Stored data:
********

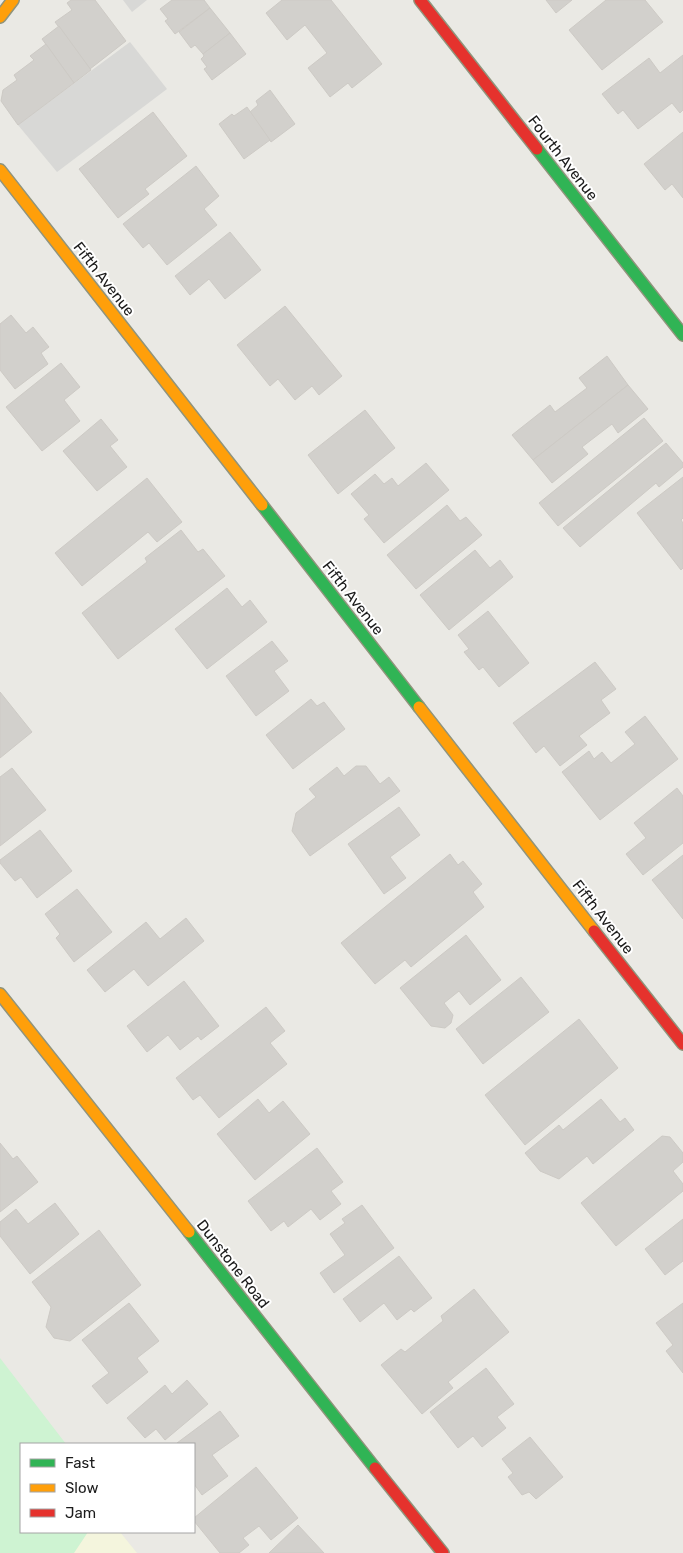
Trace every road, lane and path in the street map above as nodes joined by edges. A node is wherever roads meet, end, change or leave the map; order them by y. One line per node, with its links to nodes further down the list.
1 (13, 0): 3 (street)
2 (420, 0): 5 (street, Fourth Avenue)
3 (0, 17)
4 (0, 170): 7 (street, Fifth Avenue)
5 (683, 335)
6 (0, 994): 8 (street, Dunstone Road)
7 (683, 1044)
8 (443, 1553)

********

TASK INSTRUCTIONS: Without the pictures, repeat every record above exactly as written.

ANSWER TO THIS PROBLEM:
Trace every road, lane and path in the street map above as nodes joined by edges. A node is wherever roads meet, end, change or leave the map; order them by y. One line per node, with its links to nodes further down the list.
1 (13, 0): 3 (street)
2 (420, 0): 5 (street, Fourth Avenue)
3 (0, 17)
4 (0, 170): 7 (street, Fifth Avenue)
5 (683, 335)
6 (0, 994): 8 (street, Dunstone Road)
7 (683, 1044)
8 (443, 1553)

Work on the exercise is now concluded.